The understory: The rainforest’s dark basement shelter
One layer up from the forest floor is the understory. Here light is at a premium. The thick vegetation above means that at most, only about 5% of the bright tropical sunshine will reach the residents of the understory. The plants that grow here have adapted to the shady conditions with wide leaves to trap every fleck of sunlight. Thick canopy vegetation also shields the understory from harsh winds and rain, sheltering growing seedlings.
In a healthy, mature rainforest, the understory will be relatively empty. Thick, scrubby vegetation is indicative of some disturbance that has opened a light gap. Any form of clearing opens up the roof of the forest and the downpour of sunlight favors fast growing shrubs and vines over the slower-growing saplings of keystone tree species. Harsh sun and wind also dries out clearings and the edges of the forest, making them susceptible to burning. When farmers clear rainforest for crops or livestock using fire, the flames can easily escape into the understory of the surrounding forest. These understory fires are often not big enough to destroy large trees, but they do kill small thin-barked trees and young saplings, creating even more dry, dead wood that increases the risk of further fires.

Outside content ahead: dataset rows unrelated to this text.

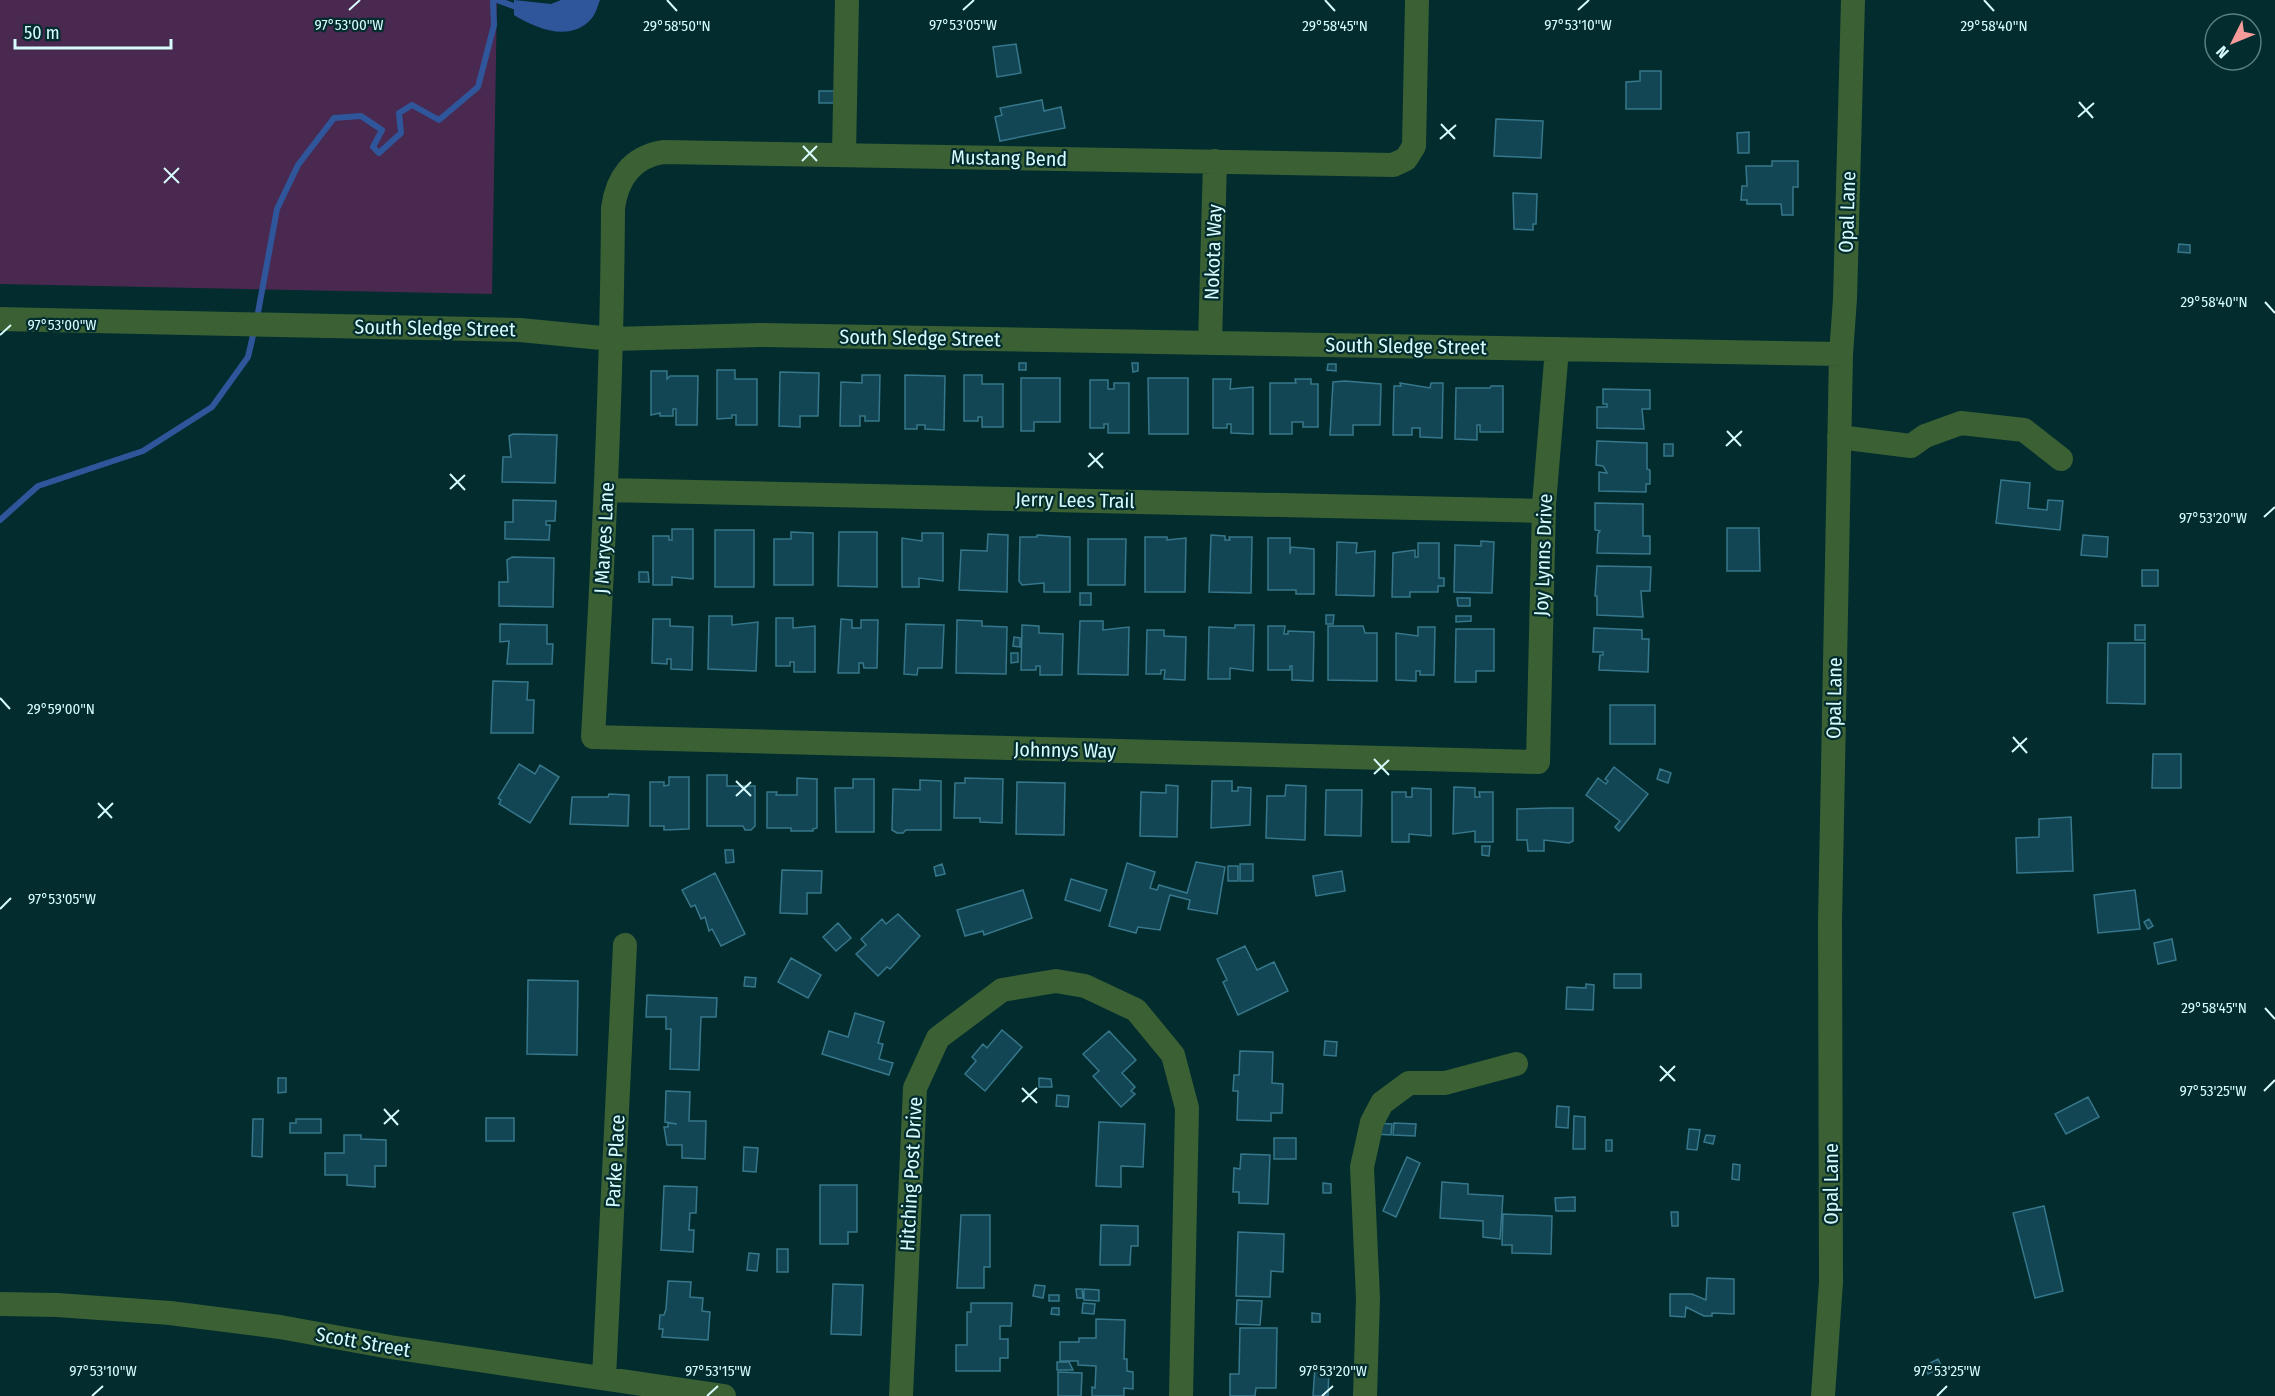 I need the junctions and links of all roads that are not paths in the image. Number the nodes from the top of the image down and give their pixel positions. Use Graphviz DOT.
graph roads {
  1 [pos="847,0"];
  2 [pos="1417,0"];
  3 [pos="1853,0"];
  4 [pos="844,154"];
  5 [pos="1215,161"];
  6 [pos="0,319"];
  7 [pos="612,339"];
  8 [pos="1210,343"];
  9 [pos="1557,349"];
  10 [pos="1841,354"];
  11 [pos="1839,437"];
  12 [pos="2061,459"];
  13 [pos="606,490"];
  14 [pos="1544,511"];
  15 [pos="593,737"];
  16 [pos="1538,762"];
  17 [pos="625,945"];
  18 [pos="1516,1064"];
  19 [pos="0,1304"];
  20 [pos="604,1378"];
  21 [pos="724,1396"];
  22 [pos="901,1396"];
  23 [pos="1181,1396"];
  24 [pos="1365,1396"];
  25 [pos="1823,1396"];
  1 -- 4 [label="street"];
  2 -- 5 [label="street, Mustang Bend"];
  3 -- 10 [label="street, Opal Lane"];
  4 -- 5 [label="street, Mustang Bend"];
  4 -- 7 [label="street, Mustang Bend"];
  5 -- 8 [label="street, Nokota Way"];
  6 -- 7 [label="street, South Sledge Street"];
  7 -- 8 [label="street, South Sledge Street"];
  7 -- 13 [label="street, J Maryes Lane"];
  8 -- 9 [label="street, South Sledge Street"];
  9 -- 10 [label="street, South Sledge Street"];
  9 -- 14 [label="street, Joy Lynns Drive"];
  10 -- 11 [label="street, Opal Lane"];
  11 -- 12 [label="street"];
  11 -- 25 [label="street, Opal Lane"];
  13 -- 14 [label="street, Jerry Lees Trail"];
  13 -- 15 [label="street, J Maryes Lane"];
  14 -- 16 [label="street, Joy Lynns Drive"];
  15 -- 16 [label="street, Johnnys Way"];
  17 -- 20 [label="street, Parke Place"];
  18 -- 24 [label="street"];
  19 -- 20 [label="street, Scott Street"];
  20 -- 21 [label="street, Scott Street"];
  22 -- 23 [label="street, Hitching Post Drive"];
}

The canopy: A tree top power station
Above the understory and knit together by the thick crowns of the trees is the canopy. Up here it is warm, sunny and crowded, like a popular beach vacation spot. An estimated 50-90% of life in the rainforest lives up in the trees—swinging, squawking and slithering through the branches.
The canopy is the main site of interchange for energy, water vapor and atmospheric gasses like oxygen and carbon dioxide. Canopy leaves act as trillions of tiny solar panels converting the strong sunlight to energy, and water evaporating from the trees contributes to the humid climate around tropical rainforests.
The canopy is also populated by a class of plants called epiphytes, which grow in the “canopy soils” (decaying leaves and organic matter caught in the crooks of tree branches) and pull most of their nutrients from the air. This makes them particularly vulnerable to air pollution. A recent study found that increased levels of nitrogen and phosphorous in the atmosphere from human activity can lead to alterations in the chemical make-up of the canopy soils which could have big impacts on the diversity of canopy life— the same way polluted runoff can cause algal blooms in water.
The emergent layer: Ancient pillars of the forest
The emergent layer is comprised of the oldest and tallest trees. Breaking through the canopy and sometimes reaching over 200 meters above the ground, emergent trees are the “kings” of the rainforest. These keystone hardwood species like Brazil Nut, Mahogany and Kapok provide critical habitat for large birds and primates. This layer is threatened particularly by selective logging practices. Large emergent trees are targeted for their value as timber. Some species of birds like Macaws nest in large cavities found exclusively in these old growth trees and therefore suffer these losses hardest. Additionally, although only one tree is cut, woody vines called lianas that are strung between trees often pull down others as the cut tree falls, and the infrastructure required to move logging equipment into the thick forest tears down trees along the way.
Although each layer of the rainforest is distinct, they are inextricably connected—by animals dispersing seeds and plants cycling nutrients up to the canopy and back down again. Research has even shown that trees communicate with each other via mutualistic relationships with fungi. Damage done to one segment of the forest ripples down and outward, often having broader impacts than are immediately visible.
Understanding these connections, both within the forest and to the wider global climate, highlights the need to tread carefully when it comes to rainforests. Their complexity and interconnected structure mean seemingly small actions can cause unexpected damage.